Chapitre quarante-six

NOREEN

Nous nous sommes installés par terre au bord de la seine. L'eau n'était pas très propre. J'ai trouvé que cela gâchait le paysage. Je me suis demandé ce qu'auraient pensé Armin et Dune s'ils étaient ici.

On ne parlait pas beaucoup. On profitait du monde. On était loin d'être les rois du monde à crier sur tous les toits qu'on était heureux. Nous, on était dans les bras l'un de l'autre à entendre les bruits extérieurs : les gens parler, les bateaux passer, le vent souffler.

- Arrête de fuir, gamin. T'as pas de couilles ?

Je me suis immédiatement retournée, un peu comme un instinct. Azalée m'a souvent dit que j'avais l'instinct maternelle, je ne savais pas ce que c'était.

Un enfant d'environs quatorze ans -je pense- se faisaient embêter par trois adolescents ayant l'air plus âgés. Je ne connaissais pas la cause de leur dispute mais le gamin avait l'air d'avoir peur.

Kiron s'est mit à les fixer.

Un des adolescents à donner un coup de poing dans la mâchoire de l'enfant. Il est tombé par terre suite à ça. C'était révoltant et ignoble. Je me suis immédiatement levée pour aider le gosse à se lever. Peu importe si c'était étrange.

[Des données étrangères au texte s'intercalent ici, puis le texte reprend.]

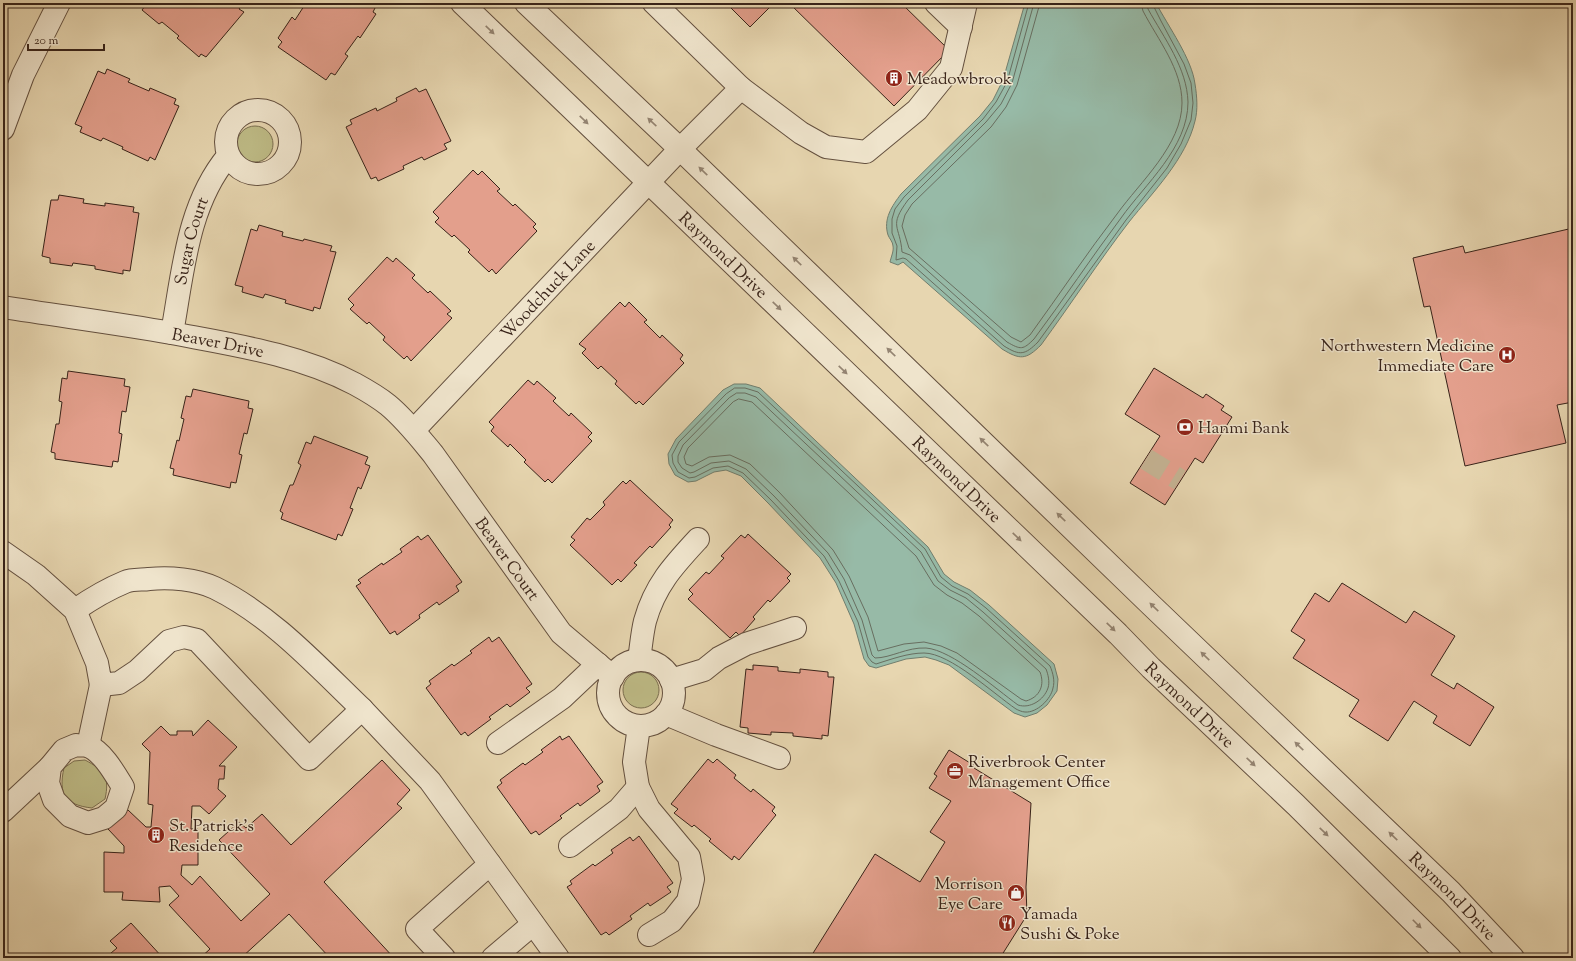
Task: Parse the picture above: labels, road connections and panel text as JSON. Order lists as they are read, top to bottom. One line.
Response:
{"streets":{"street":["Sugar Court","Raymond Drive","Woodchuck Lane","Beaver Drive","Beaver Court"]},"crossings":[["Sugar Court","Beaver Drive"],["Raymond Drive","Woodchuck Lane"],["Woodchuck Lane","Beaver Drive"],["Woodchuck Lane","Beaver Court"],["Beaver Drive","Beaver Court"]],"places":{"building":["Meadowbrook","St. Patrick's Residence"],"hospital":["Northwestern Medicine Immediate Care"],"bank":["Hanmi Bank"],"office":["Riverbrook Center Management Office"],"shop":["Morrison Eye Care"],"restaurant":["Yamada Sushi & Poke"]},"scale_bar":"20 m"}
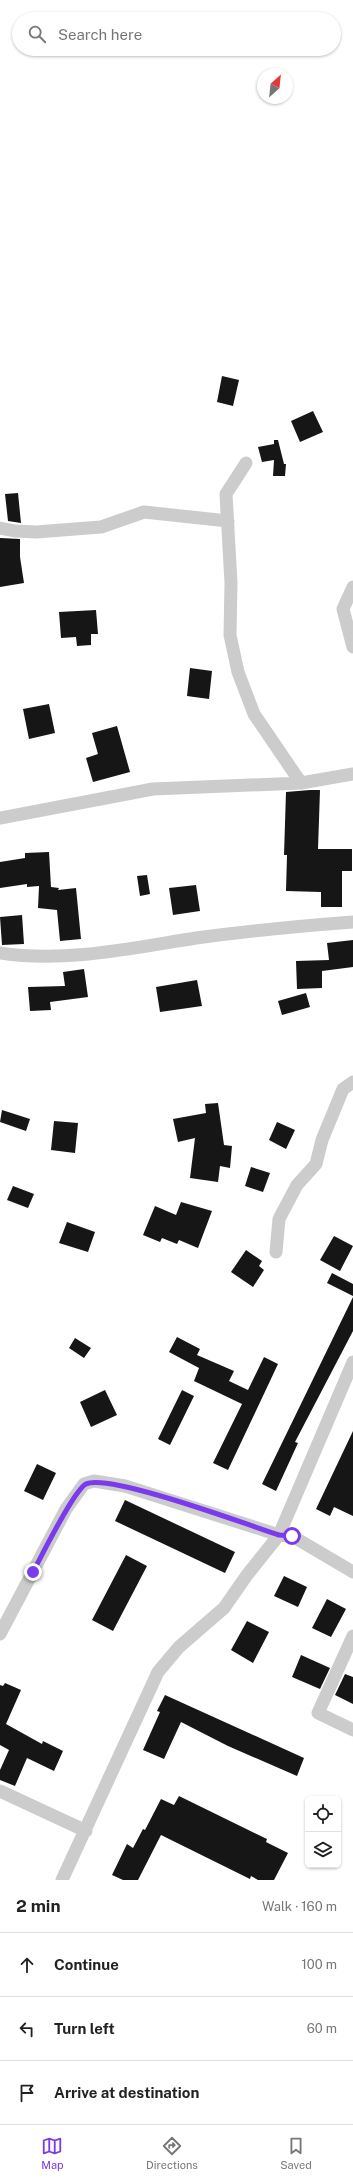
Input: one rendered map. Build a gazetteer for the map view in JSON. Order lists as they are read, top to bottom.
{
  "north": "top right",
  "page": {
    "search": "Search here",
    "heading": ["2 min", "Walk · 160 m"],
    "list": [
      ["Continue", "100 m"],
      ["Turn left", "60 m"],
      "Arrive at destination"
    ],
    "nav": ["Map", "Directions", "Saved"]
  }
}
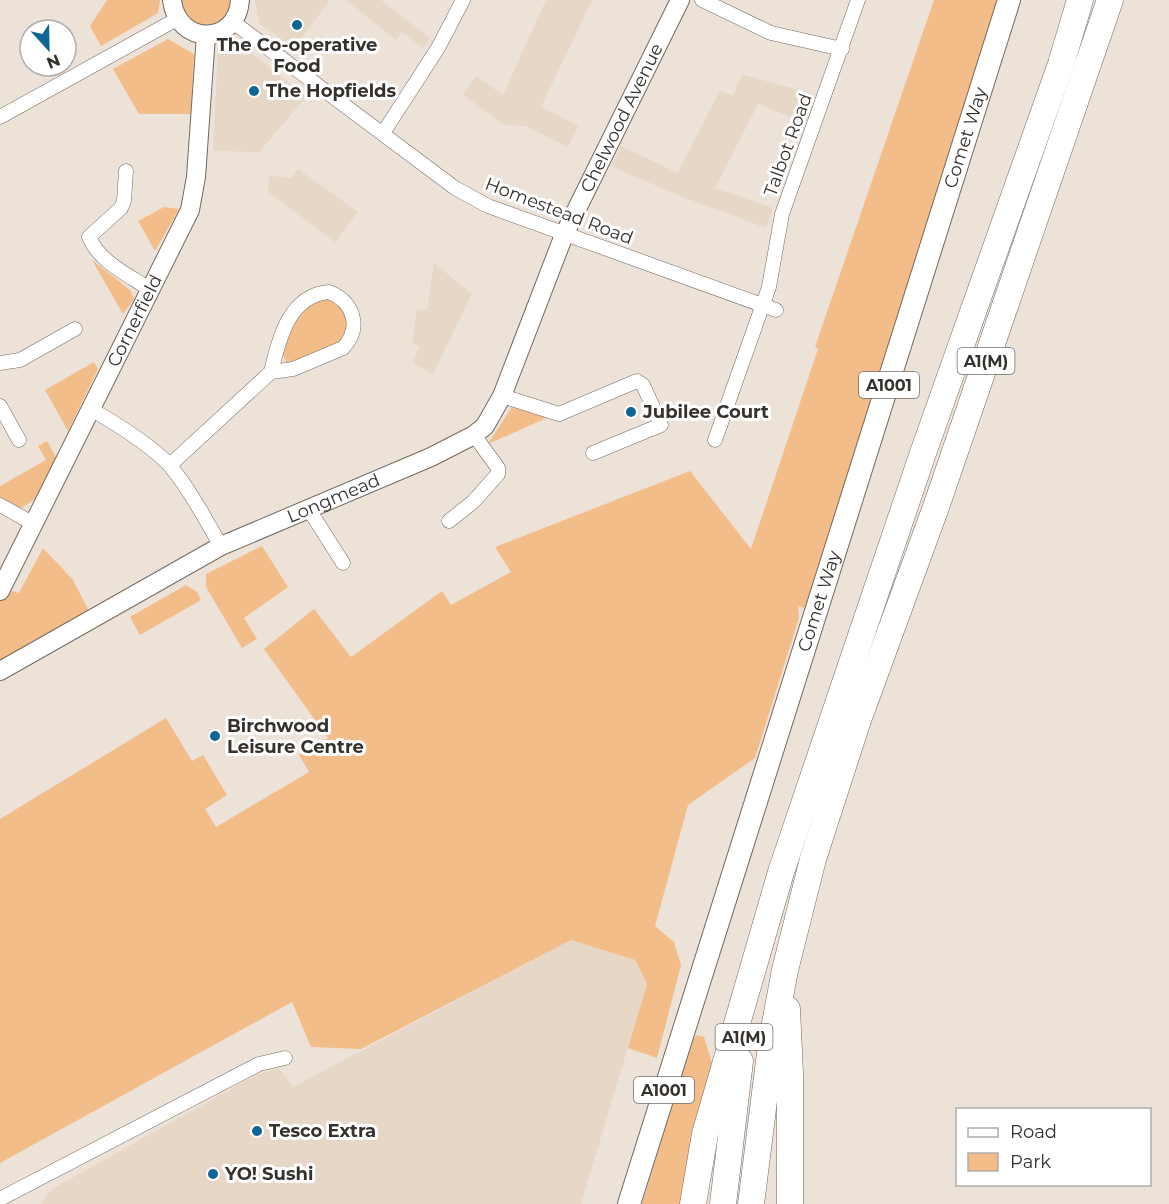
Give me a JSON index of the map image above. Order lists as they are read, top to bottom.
{
  "streets": {
    "highway": ["A1(M)"],
    "main road": ["Comet Way", "A1001"],
    "street": [
      "Chelwood Avenue",
      "Talbot Road",
      "Homestead Road",
      "Cornerfield",
      "Longmead"
    ]
  },
  "crossings": [
    ["Chelwood Avenue", "Homestead Road"],
    ["Chelwood Avenue", "Longmead"],
    ["Talbot Road", "Homestead Road"],
    ["Homestead Road", "Longmead"]
  ],
  "places": [
    "The Co-operative Food",
    "The Hopfields",
    "Jubilee Court",
    "Birchwood Leisure Centre",
    "Tesco Extra",
    "YO! Sushi"
  ],
  "legend": ["Road", "Park"],
  "north": "bottom"
}
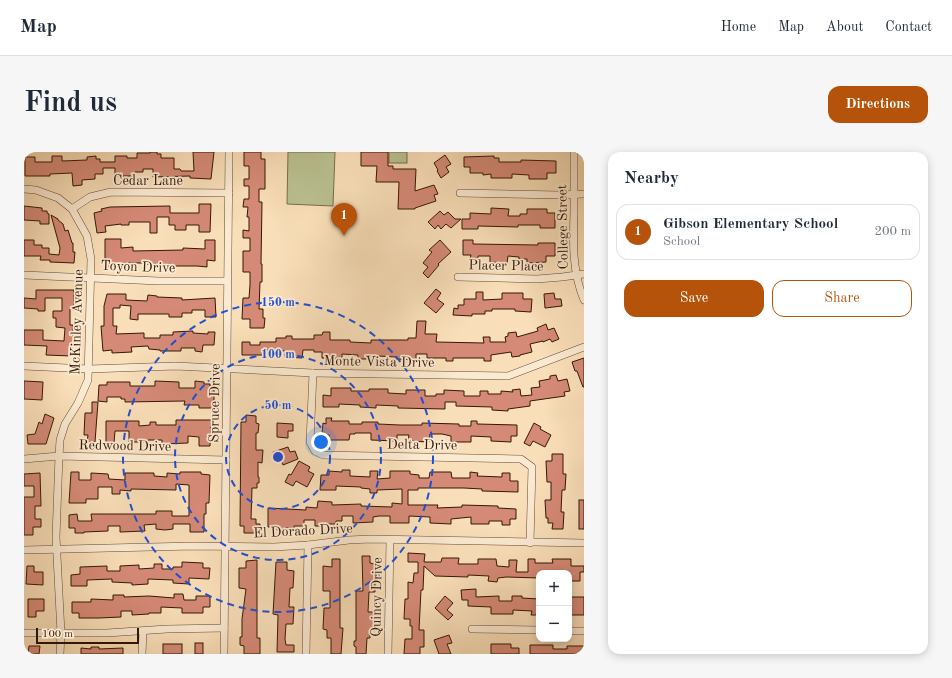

Au moment où l'un des garçons s'apprêtait à redonner un coup, Kiron est intervenu et a bloqué le bras de cette personne. C'était un avantage à être invisible.

- Mais mec, tu fous quoi ? Défonce-le.

- Je suis bloqué putain ! S'est-il écrié.

Kiron était tellement fort. Il avait l'air tellement énervé. Ce qui était logique face à cette discrimination. Le plus grand d'eux à décidé de faire une balayette. J'ai alors retenu le pauvre garçon.

- Putain pourquoi tu ne tombes pas ?

Kiron a fini par en avoir marre. Il a donné des coups de poing sur le visage des trois qui sont tombés par terre. Le gamin n'a pas cherché à comprendre : il s'est enfui. Et il a bien fait.

- Il s'est passé quoi, au juste ?

- On s'est fait défoncer par un gosse.

- Impossible, putain. Les mecs vous avez intérêts à fermer votre gueule là-dessus, a menacé le plus grands.

Ils sont partis mais pas la colère de Kiron. 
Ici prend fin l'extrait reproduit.